(Collected data entries)
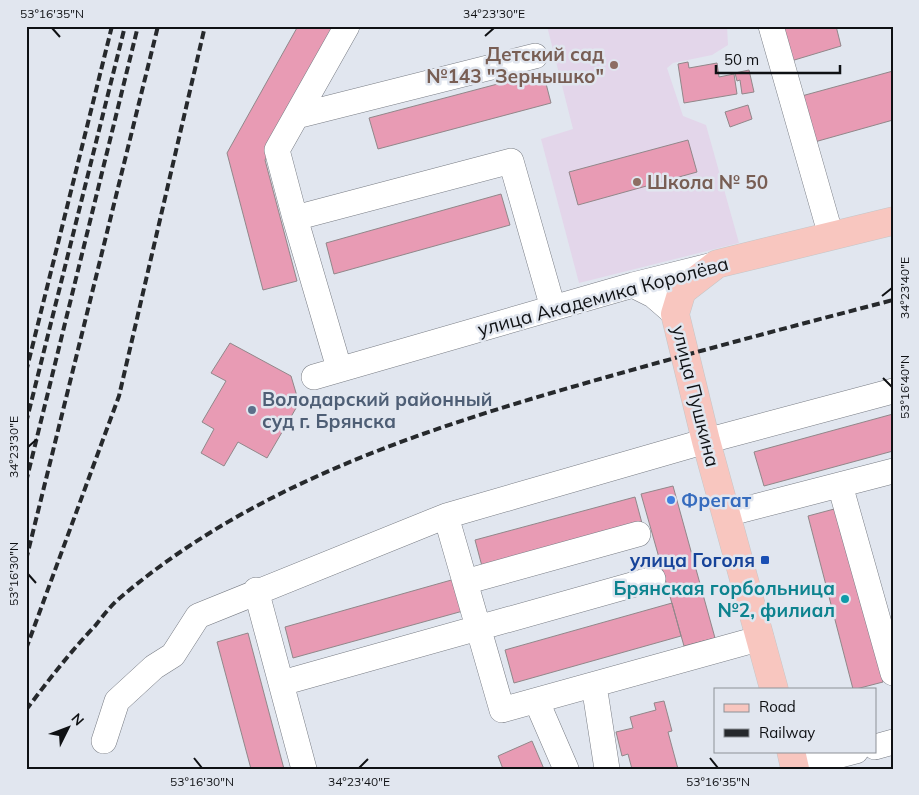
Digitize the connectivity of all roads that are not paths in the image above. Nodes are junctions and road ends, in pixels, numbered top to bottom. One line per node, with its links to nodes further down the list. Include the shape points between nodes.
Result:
1 (347, 26): 4 (street)
2 (771, 26): 7 (street)
3 (535, 56): 4 (street)
4 (297, 116): 5 (street, via 278,150)
5 (295, 218): 10 (street, via 511,161); 12 (street)
6 (893, 221): 7 (main road, улица Академика Королёва)
7 (830, 236): 8 (main road, улица Академика Королёва)
8 (717, 264): 9 (street, улица Академика Королёва); 11 (main road, улица Пушкина, via 682,291)
9 (633, 285): 10 (street, улица Академика Королёва); 11 (street, via 653,295)
10 (553, 308): 12 (street, улица Академика Королёва)
11 (675, 314): 15 (main road, улица Пушкина)
12 (339, 368): 13 (street, улица Академика Королёва)
13 (314, 377)
14 (893, 392): 15 (street)
15 (706, 441): 18 (main road, улица Пушкина); 19 (street)
16 (893, 471): 17 (street)
17 (840, 485): 18 (street); 26 (street)
18 (727, 514): 25 (main road, улица Пушкина)
19 (446, 516): 22 (street); 23 (street)
20 (638, 534): 22 (street)
21 (653, 579): 24 (street)
22 (465, 582): 24 (street)
23 (256, 590): 27 (street); 31 (street, via 198,616 173,655 154,667 117,701)
24 (479, 630): 27 (street); 30 (street, via 502,710)
25 (761, 638): 28 (street); 29 (main road, улица Пушкина)
26 (893, 673)
27 (282, 683): 36 (street)
28 (594, 685): 30 (street); 38 (street)
29 (774, 688)
30 (537, 702): 37 (street)
31 (104, 741)
32 (893, 742): 33 (street)
33 (876, 746)
34 (850, 752): 35 (street)
35 (794, 762)
36 (304, 769)
37 (566, 769)
38 (607, 769)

◆ REQUIRED ACTION: Write the entries above out again exactly, but not the pictures.

◆ COMPLETED EXERCISE:
Digitize the connectivity of all roads that are not paths in the image above. Nodes are junctions and road ends, in pixels, numbered top to bottom. One line per node, with its links to nodes further down the list. Include the shape points between nodes.
Result:
1 (347, 26): 4 (street)
2 (771, 26): 7 (street)
3 (535, 56): 4 (street)
4 (297, 116): 5 (street, via 278,150)
5 (295, 218): 10 (street, via 511,161); 12 (street)
6 (893, 221): 7 (main road, улица Академика Королёва)
7 (830, 236): 8 (main road, улица Академика Королёва)
8 (717, 264): 9 (street, улица Академика Королёва); 11 (main road, улица Пушкина, via 682,291)
9 (633, 285): 10 (street, улица Академика Королёва); 11 (street, via 653,295)
10 (553, 308): 12 (street, улица Академика Королёва)
11 (675, 314): 15 (main road, улица Пушкина)
12 (339, 368): 13 (street, улица Академика Королёва)
13 (314, 377)
14 (893, 392): 15 (street)
15 (706, 441): 18 (main road, улица Пушкина); 19 (street)
16 (893, 471): 17 (street)
17 (840, 485): 18 (street); 26 (street)
18 (727, 514): 25 (main road, улица Пушкина)
19 (446, 516): 22 (street); 23 (street)
20 (638, 534): 22 (street)
21 (653, 579): 24 (street)
22 (465, 582): 24 (street)
23 (256, 590): 27 (street); 31 (street, via 198,616 173,655 154,667 117,701)
24 (479, 630): 27 (street); 30 (street, via 502,710)
25 (761, 638): 28 (street); 29 (main road, улица Пушкина)
26 (893, 673)
27 (282, 683): 36 (street)
28 (594, 685): 30 (street); 38 (street)
29 (774, 688)
30 (537, 702): 37 (street)
31 (104, 741)
32 (893, 742): 33 (street)
33 (876, 746)
34 (850, 752): 35 (street)
35 (794, 762)
36 (304, 769)
37 (566, 769)
38 (607, 769)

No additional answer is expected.